Fact re Historical Fiction


The Westfall Novels

If you’re a writer of historical fiction, you know the importance of getting the details right. Too many mistakes brings into question your “reality,” and you risk losing not only readers, but your credibility as a writer. This subject will be discussed by a panel (“The History Behind Fiction”) at the Book ‘Em North Carolina festival in Lumberton on February 28.

I hope the inaccuracies in the antebellum novels I’ve written are small, innocuous ones. With good reason, I didn’t write the following sentences. Can you figure out what’s historically wrong?

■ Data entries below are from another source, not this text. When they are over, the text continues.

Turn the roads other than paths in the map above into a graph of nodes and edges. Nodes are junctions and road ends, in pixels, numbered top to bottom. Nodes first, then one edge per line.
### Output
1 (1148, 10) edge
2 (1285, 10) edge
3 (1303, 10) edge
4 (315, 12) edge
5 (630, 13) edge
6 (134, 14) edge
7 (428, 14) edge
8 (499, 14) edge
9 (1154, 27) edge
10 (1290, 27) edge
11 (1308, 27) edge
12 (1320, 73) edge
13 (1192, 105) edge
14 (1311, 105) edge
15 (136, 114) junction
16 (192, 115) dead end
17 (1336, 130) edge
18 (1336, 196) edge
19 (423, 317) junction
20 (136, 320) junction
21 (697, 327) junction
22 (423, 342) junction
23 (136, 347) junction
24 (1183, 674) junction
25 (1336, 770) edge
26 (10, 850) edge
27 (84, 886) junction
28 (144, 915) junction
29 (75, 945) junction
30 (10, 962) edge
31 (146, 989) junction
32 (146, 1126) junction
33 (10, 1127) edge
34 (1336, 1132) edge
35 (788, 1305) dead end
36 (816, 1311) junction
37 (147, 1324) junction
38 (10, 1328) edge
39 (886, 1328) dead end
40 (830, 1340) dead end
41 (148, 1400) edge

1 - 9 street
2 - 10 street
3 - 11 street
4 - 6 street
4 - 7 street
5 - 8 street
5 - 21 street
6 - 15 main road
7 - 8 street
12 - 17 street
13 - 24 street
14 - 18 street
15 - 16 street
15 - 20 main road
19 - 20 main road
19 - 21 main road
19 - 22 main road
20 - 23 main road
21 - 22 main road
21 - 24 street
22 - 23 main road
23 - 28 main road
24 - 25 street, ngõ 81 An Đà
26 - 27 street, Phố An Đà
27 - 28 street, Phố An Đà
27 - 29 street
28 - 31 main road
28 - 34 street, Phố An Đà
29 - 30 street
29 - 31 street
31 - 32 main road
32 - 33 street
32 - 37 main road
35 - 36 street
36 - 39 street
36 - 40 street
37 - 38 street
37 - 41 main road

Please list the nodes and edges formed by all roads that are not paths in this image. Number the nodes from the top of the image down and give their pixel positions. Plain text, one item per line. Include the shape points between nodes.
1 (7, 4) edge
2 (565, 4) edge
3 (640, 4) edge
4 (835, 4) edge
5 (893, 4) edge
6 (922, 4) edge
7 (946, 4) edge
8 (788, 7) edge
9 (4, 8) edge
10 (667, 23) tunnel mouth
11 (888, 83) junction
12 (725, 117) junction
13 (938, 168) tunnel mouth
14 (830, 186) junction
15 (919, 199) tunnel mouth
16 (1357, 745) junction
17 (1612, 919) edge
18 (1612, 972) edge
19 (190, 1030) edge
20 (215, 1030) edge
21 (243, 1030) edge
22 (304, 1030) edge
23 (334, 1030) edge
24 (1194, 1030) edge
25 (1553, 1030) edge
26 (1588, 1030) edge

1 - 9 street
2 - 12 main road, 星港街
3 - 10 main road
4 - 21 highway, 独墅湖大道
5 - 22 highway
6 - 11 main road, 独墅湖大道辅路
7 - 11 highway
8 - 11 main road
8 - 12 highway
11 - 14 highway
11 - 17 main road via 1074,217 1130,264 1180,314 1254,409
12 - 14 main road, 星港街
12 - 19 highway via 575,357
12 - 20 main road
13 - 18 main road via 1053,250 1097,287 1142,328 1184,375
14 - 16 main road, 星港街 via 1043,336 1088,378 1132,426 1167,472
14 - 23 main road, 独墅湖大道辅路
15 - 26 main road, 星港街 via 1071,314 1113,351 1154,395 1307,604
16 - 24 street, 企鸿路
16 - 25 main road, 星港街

-A boy threw a pebble and broke the kitchen window, a nuisance that sent the overseer to the village for a new one.
-The slave slipped into his master’s office and stole an ink pen and wristwatch.
-They took their son to the doctor, who gave him mercury pills for his fever.
-She was so nervous she sneaked into the piano parlor and lit a cigarette.
*See below for explanation.

Sometimes you’ll find conflicting information. The word sandwich originated in the 18th century, but you won’t see references to them in 19th century diaries, magazines, or recipe books. I had a heck of a time figuring out how people started fires. Matches existed in Europe, but they were hard to come by in antebellum literature. After much research, I reached the conclusion that matches were making their appearance, but they were an early, and more volatile, version. I’ve seen in other antebellum novels references to steel. Until the Bessemer Process in 1855, steel was so difficult to produce it was rare in everyday life.

The answers to many questions are found on Wikipedia, which I have used extensively. Books written during the 1850s, diaries in particular, were reliable sources. However, in general, slaves didn’t read or write, for it was prohibited by law. Most of the information I gathered about slaves came from the Slave Narratives, stories gleaned from former slaves by writers employed by the Federal Government in 1937-38. These narratives are available at the Library of Congress and are not only informative but interesting.

* Though glass jars were used, glass for windows was imported from England.
-Ink pens and wristwatches as such didn’t exist. More common were the quill and ink pot and pocket watches.
-Sick people didn’t go to the doctor. He came to them. Mercury pills were used to treat syphilis. 
-Cigarettes didn’t exist. Cigars did, and if a person lit one, he usually did it from a fire in the fireplace.